Krass! Der Sound hört sich so verdammt original nach altem Sunlight ? Sound an, daß es jedem Skogsberg Traditionalisten die Tränen in die Augen treiben dürfte! Frontside klingen so, als hätten sich Daemon und Dismember während einer gemeinsamen Jam-Session einen auf die Lampe gegossen und sich dazu Hatebreed und die Rykers reingezogen. Gerade was die Riffs angeht, geht mir ständig Daemons "The second coming" Album durch den Kopf: bedrohlich, fies und unausweichlich wie eine Felslawine. Das Hardcore Feeling entsteht vor allem durch die mörderfetten Moshparts und den Sänger, der Death Metal-Growls ebenso drauf hat, wie stakkatoartiges Hardcore-Gekläffe. "Extinction of the Earth" klingt teilweise als hätten Dismember "Biotech is Godzilla" von Sepultura gecovert, "Cursed" ist ein slayermäßiger Geschwindigkeitsrausch, und "Cry of the Debased" ist schliesslich ein fast schon hymnenhafter Ausflug in melodische Todesmelancholie der im Refrain beinahe nach alten Pyogenesis klingt... Verdammt, ich krieg 'ne Gänsehaut! Trotz vereinzelter Geschwindigkeitsattacken und Double-Bass Passagen qualmt die meiste Zeit die Handbremse, und genau dann entfalten Frontside ihr ganzes Vernichtungspotential. Mit anderen Worten: Speedfreaks werden sich, trotz "Cursed", mit Grausen von Frontside abwenden, aber jedem aufgeschlossenen Schweden-Death-verrückten auf Headbang-Entzug wird definitiv einer abgehen! Auch die Hardcore-Fraktion darf sich an "Forgive us our sins" versuchen, aber ich wage die vorsichtige Prophezeiung, daß Puristen die überdeutlich dominante Death-Metal Schlagseite aufstossen dürfte.

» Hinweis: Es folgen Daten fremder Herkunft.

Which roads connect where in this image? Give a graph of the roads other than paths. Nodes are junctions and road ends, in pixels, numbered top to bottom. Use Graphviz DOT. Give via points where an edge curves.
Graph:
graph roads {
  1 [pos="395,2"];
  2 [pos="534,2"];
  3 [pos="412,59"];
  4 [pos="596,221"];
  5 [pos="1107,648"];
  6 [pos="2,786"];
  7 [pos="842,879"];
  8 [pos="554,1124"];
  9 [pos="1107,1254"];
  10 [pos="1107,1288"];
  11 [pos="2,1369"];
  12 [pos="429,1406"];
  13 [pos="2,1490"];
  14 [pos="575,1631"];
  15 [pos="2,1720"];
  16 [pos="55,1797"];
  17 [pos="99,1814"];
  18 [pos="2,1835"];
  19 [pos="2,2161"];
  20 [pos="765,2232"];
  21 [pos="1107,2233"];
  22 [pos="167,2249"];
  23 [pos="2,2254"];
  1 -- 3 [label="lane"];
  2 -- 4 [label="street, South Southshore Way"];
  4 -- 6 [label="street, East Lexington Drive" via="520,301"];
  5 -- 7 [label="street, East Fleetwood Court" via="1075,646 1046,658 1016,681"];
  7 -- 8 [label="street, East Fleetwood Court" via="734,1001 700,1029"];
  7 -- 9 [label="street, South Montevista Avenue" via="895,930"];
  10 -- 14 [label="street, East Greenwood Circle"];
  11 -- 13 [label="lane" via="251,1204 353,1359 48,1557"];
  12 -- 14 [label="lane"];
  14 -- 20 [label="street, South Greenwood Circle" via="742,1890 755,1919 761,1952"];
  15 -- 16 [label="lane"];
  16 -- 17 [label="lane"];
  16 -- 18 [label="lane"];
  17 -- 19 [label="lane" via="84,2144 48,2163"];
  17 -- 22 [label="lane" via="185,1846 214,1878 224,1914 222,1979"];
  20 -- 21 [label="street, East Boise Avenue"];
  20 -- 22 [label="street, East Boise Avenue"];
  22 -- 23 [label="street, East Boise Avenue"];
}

Na ja. Was Fleshcrawl schon so lange versuchen, haben die Jungs aus Polen mit "Forgive us our sins" jedenfalls geschafft: ein unverkennbar schwedisches Album, das frischen Wind in die Szene pustet, sich selbstbewußt neben "schwedischen Originalen" wie Incapacity oder Bloodbath stellen kann, aber letzten Endes und vor allem wunderbar brutal ist. Geil!